2 votes by Aaron Cai and Rupert Young
The current Ad Network model does not have a meaningful future over the next 3-5 years. It no longer makes sense to support an expensive publisher sales team to connect with inventory. With that said, service providers that leverage technology (ex: RTB) to deliver results to advertisers do have a future. With that in mind, ad networks that manage to leverage their existing revenue and customer traction to grow their business in the new ad technology ecosystem will manage to survive and – potentially – thrive.
Jan 18, 2011
2 votes by Dan Kaplan and Jason Raznick
In the old sense of the term, no.Those companies that are currently called “Ad Networks” that do survive will likely do so by leveraging unique data sets and inventory expertise to buy across the exchanges.
May 22, 2010
Adam Grenier, 7 years of emerging media and marketing
From a media buying perspective, DSP’s are a great efficiency. Unfortunately efficiency and reach are only a fraction of what goes into deciding where to invest your money. There’s not a DSP out there that can build case studies or come up with ground breaking media executions that break boundaries and actually move the needle when it comes to brand awareness and quality of conversion.

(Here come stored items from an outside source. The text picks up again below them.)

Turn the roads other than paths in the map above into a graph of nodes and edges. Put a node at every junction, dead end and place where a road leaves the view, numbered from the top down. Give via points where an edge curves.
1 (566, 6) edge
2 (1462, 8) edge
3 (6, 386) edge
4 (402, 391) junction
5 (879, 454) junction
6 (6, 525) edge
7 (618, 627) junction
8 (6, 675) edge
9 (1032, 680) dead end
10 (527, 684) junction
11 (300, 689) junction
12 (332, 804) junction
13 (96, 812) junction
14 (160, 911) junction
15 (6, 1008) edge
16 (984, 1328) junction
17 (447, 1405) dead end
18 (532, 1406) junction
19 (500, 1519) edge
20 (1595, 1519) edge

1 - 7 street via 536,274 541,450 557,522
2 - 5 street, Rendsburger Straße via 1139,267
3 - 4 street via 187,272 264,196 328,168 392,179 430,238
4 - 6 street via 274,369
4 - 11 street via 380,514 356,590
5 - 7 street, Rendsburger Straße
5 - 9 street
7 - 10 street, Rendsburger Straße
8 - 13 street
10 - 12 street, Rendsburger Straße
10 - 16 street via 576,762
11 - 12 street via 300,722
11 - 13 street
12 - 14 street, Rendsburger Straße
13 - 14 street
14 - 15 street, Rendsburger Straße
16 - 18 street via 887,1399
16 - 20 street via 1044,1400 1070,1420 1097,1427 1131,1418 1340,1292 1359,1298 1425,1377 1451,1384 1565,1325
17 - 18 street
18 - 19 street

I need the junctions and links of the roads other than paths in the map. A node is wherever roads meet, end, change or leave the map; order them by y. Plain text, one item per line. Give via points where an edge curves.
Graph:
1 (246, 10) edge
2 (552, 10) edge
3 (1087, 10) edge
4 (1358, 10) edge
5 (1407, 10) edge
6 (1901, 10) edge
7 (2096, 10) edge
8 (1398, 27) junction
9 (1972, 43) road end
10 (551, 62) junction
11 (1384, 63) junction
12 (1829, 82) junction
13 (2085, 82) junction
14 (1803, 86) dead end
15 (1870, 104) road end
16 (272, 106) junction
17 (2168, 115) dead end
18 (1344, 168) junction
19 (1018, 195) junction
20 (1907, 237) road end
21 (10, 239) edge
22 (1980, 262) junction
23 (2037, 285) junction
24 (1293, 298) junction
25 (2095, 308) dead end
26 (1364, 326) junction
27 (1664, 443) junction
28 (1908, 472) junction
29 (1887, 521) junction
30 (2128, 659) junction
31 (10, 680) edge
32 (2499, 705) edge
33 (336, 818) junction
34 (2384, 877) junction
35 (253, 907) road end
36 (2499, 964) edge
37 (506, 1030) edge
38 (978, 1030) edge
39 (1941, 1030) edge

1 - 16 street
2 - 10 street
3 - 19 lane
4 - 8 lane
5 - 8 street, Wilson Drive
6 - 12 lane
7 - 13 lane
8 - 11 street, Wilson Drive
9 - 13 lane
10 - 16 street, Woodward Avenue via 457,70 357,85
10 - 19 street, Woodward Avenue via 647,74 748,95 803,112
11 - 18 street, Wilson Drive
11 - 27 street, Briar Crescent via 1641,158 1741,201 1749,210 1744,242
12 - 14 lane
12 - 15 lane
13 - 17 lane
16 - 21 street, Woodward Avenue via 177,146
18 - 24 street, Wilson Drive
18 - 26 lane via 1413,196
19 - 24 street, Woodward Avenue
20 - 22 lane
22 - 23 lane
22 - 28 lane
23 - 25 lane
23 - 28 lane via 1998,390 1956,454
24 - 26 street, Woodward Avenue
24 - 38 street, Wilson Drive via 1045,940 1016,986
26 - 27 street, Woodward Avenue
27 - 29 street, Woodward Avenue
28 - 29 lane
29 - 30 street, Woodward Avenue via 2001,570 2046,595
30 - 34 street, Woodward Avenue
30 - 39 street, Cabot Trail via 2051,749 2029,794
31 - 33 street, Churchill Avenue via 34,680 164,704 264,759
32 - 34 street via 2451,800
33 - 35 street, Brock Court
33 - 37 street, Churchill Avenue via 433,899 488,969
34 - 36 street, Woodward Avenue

Everyone else is dead on – it will force some networks and sales teams to scale back significanty and focus their efforts. But those that do it well will provide tons of value to those buying the ads, and find new ways to thrive.
Jan 29, 2011
Michael Sullivan, Nexage VP of Client Services, Mobile …
1 vote by Aditya Vikram Jain
For certain, media is moving towards programmatic buying and selling = efficiency. The ad nets that exist today in an undifferentiated manner and offer little or no value will disappear over the next 2-3 years. We’ll also see, as mentioned above, some ad nets changing models and becoming RTB enabled and start to leverage unique data sets. All of this being said, ad networks with a specific focus, that offer REAL value to advertisers and agencies and focus on specific content or audience segment will have a meaningful future for the foreseeable time period. Think Travel Ad Network etc etc.